В четверг уже было собрался свалить с четвёртой пары. Нахрен этого искусствоведа, я устал как собака. Но Лёха всё–таки поволок меня в аудиторию, я решил, что сяду на галёрку и мирно погружусь в инет.
Даже галёрка пустая. Я с комфортом расположился: торжественно включил инет на нетбуке, приготовился к общению на форуме «Мира графики», распаковал большой сникерс, скрепил свои чёрные патлы на макушке резинкой, чтобы не щекотали лицо, снял джинсовку, оставаясь в креативной футболке, полностью покрытой разнокалиберными заплатками, вскрыл колу (хотя пиво было бы эффектнее)… В общем, нельзя не заметить, как я заинтересован в грёбаном искусстве двадцатого века.
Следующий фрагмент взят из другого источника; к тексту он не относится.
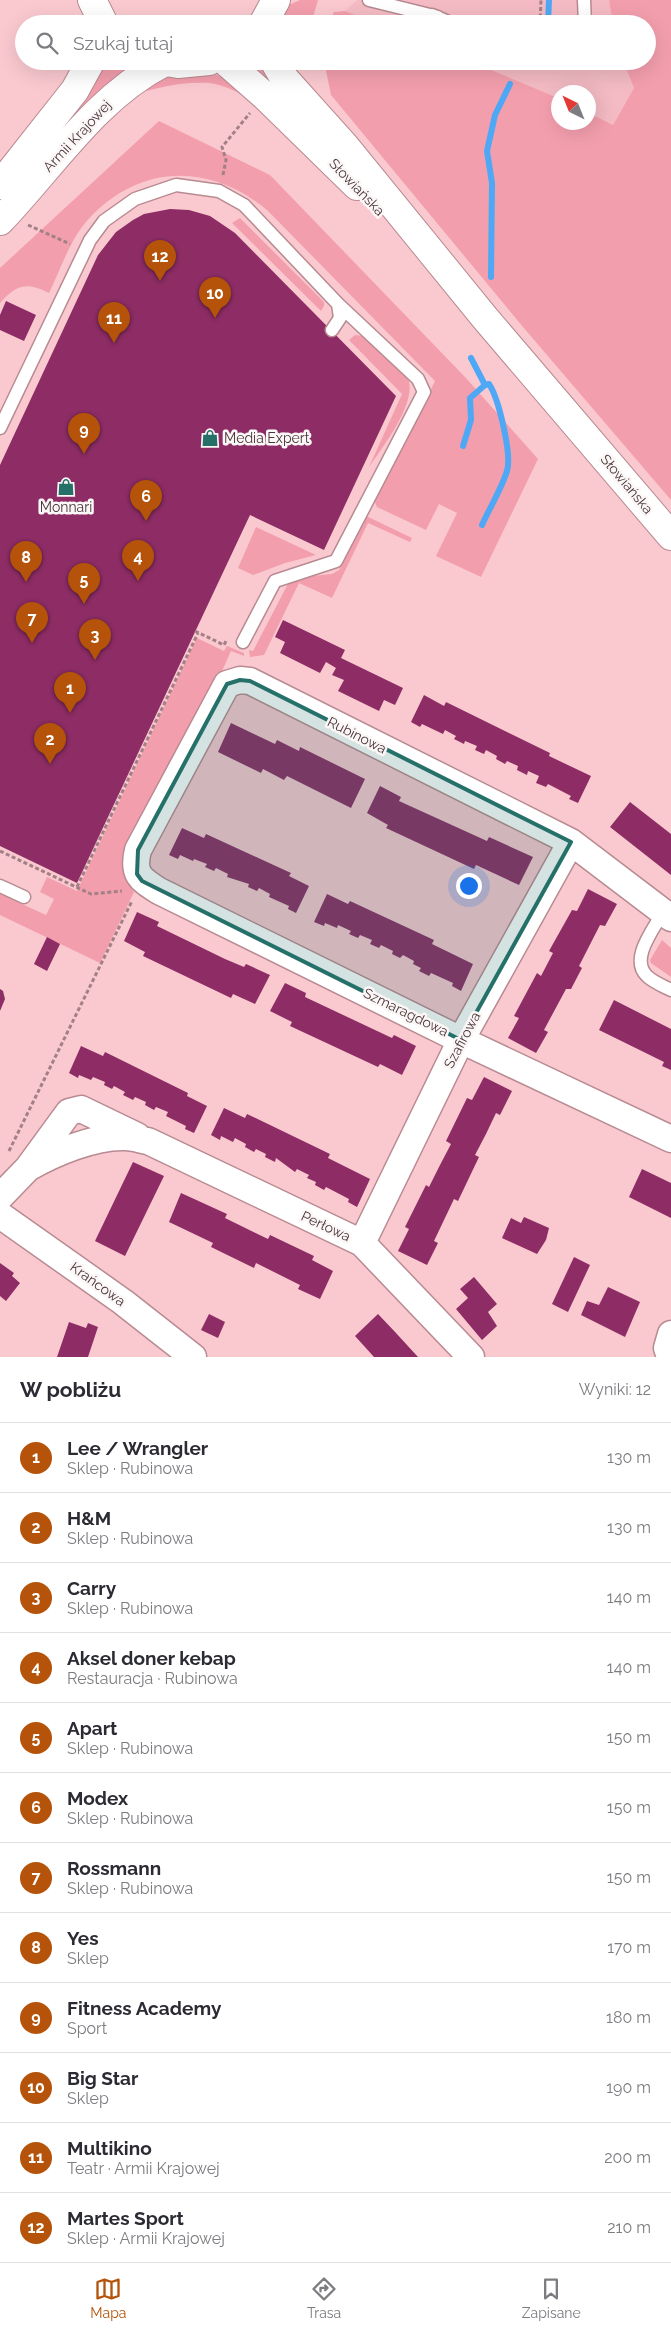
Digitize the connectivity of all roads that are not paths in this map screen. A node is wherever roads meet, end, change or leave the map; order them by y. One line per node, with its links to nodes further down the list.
1 (92, 0): 6 (main road)
2 (276, 0): 7 (main road)
3 (369, 0): 8 (lane)
4 (584, 0): 10 (lane)
5 (401, 2): 9 (lane)
6 (100, 15)
7 (268, 15)
8 (430, 15)
9 (433, 15)
10 (585, 15)
11 (86, 70): 15 (main road, Armii Krajowej)
12 (149, 70): 16 (main road, Armii Krajowej)
13 (235, 70): 18 (main road, Słowiańska)
14 (279, 70): 18 (main road, Słowiańska)
15 (0, 185)
16 (10, 221)
17 (338, 304): 19 (lane); 20 (lane); 22 (lane)
18 (485, 318): 21 (main road, Słowiańska)
19 (332, 330)
20 (0, 428)
21 (671, 536)
22 (243, 642)
23 (571, 842): 25 (street, Rubinowa); 27 (street, Rubinowa); 29 (street, Szafirowa)
24 (0, 886): 26 (lane)
25 (134, 886): 29 (street, Szmaragdowa)
26 (24, 897)
27 (667, 915): 28 (lane)
28 (671, 990)
29 (461, 1040): 30 (street, Szmaragdowa); 35 (street, Szafirowa)
30 (671, 1139)
31 (148, 1141): 32 (street, Perłowa); 32 (street, Perłowa); 35 (street, Perłowa)
32 (18, 1160): 33 (street, Perłowa)
33 (0, 1197)
34 (0, 1215): 37 (street, Krańcowa)
35 (362, 1243): 38 (street, Perłowa)
36 (671, 1334): 39 (street)
37 (192, 1357)
38 (471, 1357)
39 (670, 1357)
Во–первых, Дильс опоздал. Во–вторых, на меня даже не взглянул, робко улыбнулся всей аудитории, никого не выделяя, ни на ком не останавливаясь. В–третьих, суетливо сначала искал, а потом напялил на нос винтажные очки–авиаторы. Кхекнул и заговорил. Я не сразу сообразил, что сижу с приоткрытым ртом и с банкой колы, поднесённой к губам. А ведь он просто представился, извинился за опоздание и тут же без всяких организационных прелюдий:
– Модерн – моя любовь, хотя я долго не мог смириться с его циничностью и античеловечностью, долго искал великой техники мастеров реализма и композиционной грамотности классиков. Не там искал. Искать нужно не в картинах, а в самом себе. Смотрите на полотно, а мысль и красоту ищете в себе. Всё, что обращает человека внутрь, то и есть модерн. Даже если нарисовано калом или кровью, вызывает в вас бурю возмущения и похоти. Модерн – это наше время, это торжество индивидуализма и эгоизма. А мы ведь с вами все эгоисты? Не так ли? Австрийский архитектор–конструктивист Адольф Лосс заявил: «С девятнадцатым веком покончено!» И его друзья во венской богеме, такие как Густав Климт, Оскар Кокошка, Отто Вагнер, Иозеф Хоффман, Эгон Шиле, совершили революцию в художественном мире. Эта революция открыла новую страницу в радикально–экспериментальном изобразительном искусстве двадцатого века. Начнём с философской основы модерна в искусстве…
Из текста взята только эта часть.